>>>>>

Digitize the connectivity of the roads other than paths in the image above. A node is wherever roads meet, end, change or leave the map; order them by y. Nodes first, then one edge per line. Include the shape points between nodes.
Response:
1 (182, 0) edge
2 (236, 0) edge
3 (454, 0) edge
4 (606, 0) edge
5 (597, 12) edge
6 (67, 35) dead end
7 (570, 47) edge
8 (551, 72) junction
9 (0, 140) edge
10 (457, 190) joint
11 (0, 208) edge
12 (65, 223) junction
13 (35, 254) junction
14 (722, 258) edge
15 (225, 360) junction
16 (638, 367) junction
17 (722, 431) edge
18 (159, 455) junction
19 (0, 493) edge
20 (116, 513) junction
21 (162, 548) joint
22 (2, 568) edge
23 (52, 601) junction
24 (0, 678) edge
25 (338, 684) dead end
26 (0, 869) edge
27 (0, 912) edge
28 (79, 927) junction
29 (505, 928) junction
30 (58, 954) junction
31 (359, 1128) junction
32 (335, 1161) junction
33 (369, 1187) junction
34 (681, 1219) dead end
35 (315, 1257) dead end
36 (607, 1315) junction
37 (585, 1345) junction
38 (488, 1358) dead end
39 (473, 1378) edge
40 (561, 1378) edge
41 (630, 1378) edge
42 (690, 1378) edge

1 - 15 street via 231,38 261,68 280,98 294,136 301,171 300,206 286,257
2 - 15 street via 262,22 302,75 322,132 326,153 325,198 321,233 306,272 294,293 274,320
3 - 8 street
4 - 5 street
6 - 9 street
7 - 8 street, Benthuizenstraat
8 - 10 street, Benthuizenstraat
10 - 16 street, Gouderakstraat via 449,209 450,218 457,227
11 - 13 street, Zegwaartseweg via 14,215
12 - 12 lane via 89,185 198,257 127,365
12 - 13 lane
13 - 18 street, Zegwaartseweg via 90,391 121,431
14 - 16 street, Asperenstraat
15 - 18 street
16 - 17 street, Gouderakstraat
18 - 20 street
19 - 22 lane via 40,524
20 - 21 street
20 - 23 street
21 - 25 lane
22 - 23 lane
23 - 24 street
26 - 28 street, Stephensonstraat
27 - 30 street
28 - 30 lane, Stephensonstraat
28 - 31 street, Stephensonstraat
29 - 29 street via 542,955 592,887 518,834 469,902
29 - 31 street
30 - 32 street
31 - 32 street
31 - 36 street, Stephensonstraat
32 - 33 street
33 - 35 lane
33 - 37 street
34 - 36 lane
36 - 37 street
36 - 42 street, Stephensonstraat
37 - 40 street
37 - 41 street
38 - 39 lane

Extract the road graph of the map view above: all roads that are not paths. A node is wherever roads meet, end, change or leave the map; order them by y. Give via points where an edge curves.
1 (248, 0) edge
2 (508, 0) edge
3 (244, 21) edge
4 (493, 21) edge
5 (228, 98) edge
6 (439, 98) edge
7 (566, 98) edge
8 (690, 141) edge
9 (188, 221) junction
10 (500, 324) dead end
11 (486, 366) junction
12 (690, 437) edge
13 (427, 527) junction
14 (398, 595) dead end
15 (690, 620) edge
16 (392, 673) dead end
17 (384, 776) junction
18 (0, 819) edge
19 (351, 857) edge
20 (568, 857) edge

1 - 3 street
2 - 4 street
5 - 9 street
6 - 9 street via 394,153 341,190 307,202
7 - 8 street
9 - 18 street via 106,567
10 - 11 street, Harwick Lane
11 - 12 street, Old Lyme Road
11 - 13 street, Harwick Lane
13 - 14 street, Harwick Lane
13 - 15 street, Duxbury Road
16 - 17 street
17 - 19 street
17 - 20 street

<<<<<

**TRY IT**
Whenever the word "points" occurs in a line of the listing above, return that line.

**YOUR SOLUTION**
Digitize the connectivity of the roads other than paths in the image above. A node is wherever roads meet, end, change or leave the map; order them by y. Nodes first, then one edge per line. Include the shape points between nodes.
Extract the road graph of the map view above: all roads that are not paths. A node is wherever roads meet, end, change or leave the map; order them by y. Give via points where an edge curves.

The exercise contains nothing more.